[Records from a data source]
.....

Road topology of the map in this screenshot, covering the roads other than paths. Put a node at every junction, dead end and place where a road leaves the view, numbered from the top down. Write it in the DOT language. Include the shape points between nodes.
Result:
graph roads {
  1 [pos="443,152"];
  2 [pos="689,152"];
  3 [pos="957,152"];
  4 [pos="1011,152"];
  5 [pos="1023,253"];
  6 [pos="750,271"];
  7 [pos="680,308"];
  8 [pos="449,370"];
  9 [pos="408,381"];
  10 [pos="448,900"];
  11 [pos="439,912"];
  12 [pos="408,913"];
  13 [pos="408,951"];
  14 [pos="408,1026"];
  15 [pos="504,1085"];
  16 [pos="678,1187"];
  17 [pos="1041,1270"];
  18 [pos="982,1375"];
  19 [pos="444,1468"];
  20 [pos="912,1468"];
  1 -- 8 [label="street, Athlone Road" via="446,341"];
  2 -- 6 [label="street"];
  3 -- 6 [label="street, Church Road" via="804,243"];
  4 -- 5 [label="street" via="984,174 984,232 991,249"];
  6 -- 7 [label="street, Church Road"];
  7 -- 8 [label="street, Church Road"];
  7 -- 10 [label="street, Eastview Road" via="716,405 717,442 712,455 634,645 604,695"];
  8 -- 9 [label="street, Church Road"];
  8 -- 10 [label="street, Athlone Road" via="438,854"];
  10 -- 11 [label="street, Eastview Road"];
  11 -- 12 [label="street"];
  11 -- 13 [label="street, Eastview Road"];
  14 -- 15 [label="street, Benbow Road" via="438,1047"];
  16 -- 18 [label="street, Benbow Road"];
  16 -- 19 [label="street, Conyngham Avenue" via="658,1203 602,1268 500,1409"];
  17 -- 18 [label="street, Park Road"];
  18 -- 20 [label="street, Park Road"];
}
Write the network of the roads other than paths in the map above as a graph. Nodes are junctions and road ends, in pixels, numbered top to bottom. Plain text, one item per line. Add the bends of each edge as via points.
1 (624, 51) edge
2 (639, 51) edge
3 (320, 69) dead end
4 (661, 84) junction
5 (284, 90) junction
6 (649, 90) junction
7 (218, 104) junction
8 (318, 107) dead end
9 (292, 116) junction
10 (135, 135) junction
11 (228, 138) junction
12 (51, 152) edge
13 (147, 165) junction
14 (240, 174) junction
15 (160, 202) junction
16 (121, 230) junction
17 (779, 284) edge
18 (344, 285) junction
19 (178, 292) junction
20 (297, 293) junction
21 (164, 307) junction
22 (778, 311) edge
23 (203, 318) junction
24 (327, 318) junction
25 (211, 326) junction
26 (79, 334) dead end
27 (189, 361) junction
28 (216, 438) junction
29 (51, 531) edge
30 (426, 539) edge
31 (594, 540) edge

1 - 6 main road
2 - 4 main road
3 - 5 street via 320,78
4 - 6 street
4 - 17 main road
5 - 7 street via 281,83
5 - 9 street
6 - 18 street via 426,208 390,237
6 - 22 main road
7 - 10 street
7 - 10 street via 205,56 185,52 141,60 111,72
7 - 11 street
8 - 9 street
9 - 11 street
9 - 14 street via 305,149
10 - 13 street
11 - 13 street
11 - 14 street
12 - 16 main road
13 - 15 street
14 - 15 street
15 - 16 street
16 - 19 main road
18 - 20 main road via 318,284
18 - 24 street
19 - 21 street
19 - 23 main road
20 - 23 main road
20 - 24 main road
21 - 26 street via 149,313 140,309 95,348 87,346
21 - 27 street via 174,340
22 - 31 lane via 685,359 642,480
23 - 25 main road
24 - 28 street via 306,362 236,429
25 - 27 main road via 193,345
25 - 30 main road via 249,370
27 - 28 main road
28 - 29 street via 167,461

.....

• [ABOUT THIS TASK] From the line with "Write the network" through the final line of the records, return each line exactly. Leave out the rest.

• [ANSWER TO THIS TASK]
Write the network of the roads other than paths in the map above as a graph. Nodes are junctions and road ends, in pixels, numbered top to bottom. Plain text, one item per line. Add the bends of each edge as via points.
1 (624, 51) edge
2 (639, 51) edge
3 (320, 69) dead end
4 (661, 84) junction
5 (284, 90) junction
6 (649, 90) junction
7 (218, 104) junction
8 (318, 107) dead end
9 (292, 116) junction
10 (135, 135) junction
11 (228, 138) junction
12 (51, 152) edge
13 (147, 165) junction
14 (240, 174) junction
15 (160, 202) junction
16 (121, 230) junction
17 (779, 284) edge
18 (344, 285) junction
19 (178, 292) junction
20 (297, 293) junction
21 (164, 307) junction
22 (778, 311) edge
23 (203, 318) junction
24 (327, 318) junction
25 (211, 326) junction
26 (79, 334) dead end
27 (189, 361) junction
28 (216, 438) junction
29 (51, 531) edge
30 (426, 539) edge
31 (594, 540) edge

1 - 6 main road
2 - 4 main road
3 - 5 street via 320,78
4 - 6 street
4 - 17 main road
5 - 7 street via 281,83
5 - 9 street
6 - 18 street via 426,208 390,237
6 - 22 main road
7 - 10 street
7 - 10 street via 205,56 185,52 141,60 111,72
7 - 11 street
8 - 9 street
9 - 11 street
9 - 14 street via 305,149
10 - 13 street
11 - 13 street
11 - 14 street
12 - 16 main road
13 - 15 street
14 - 15 street
15 - 16 street
16 - 19 main road
18 - 20 main road via 318,284
18 - 24 street
19 - 21 street
19 - 23 main road
20 - 23 main road
20 - 24 main road
21 - 26 street via 149,313 140,309 95,348 87,346
21 - 27 street via 174,340
22 - 31 lane via 685,359 642,480
23 - 25 main road
24 - 28 street via 306,362 236,429
25 - 27 main road via 193,345
25 - 30 main road via 249,370
27 - 28 main road
28 - 29 street via 167,461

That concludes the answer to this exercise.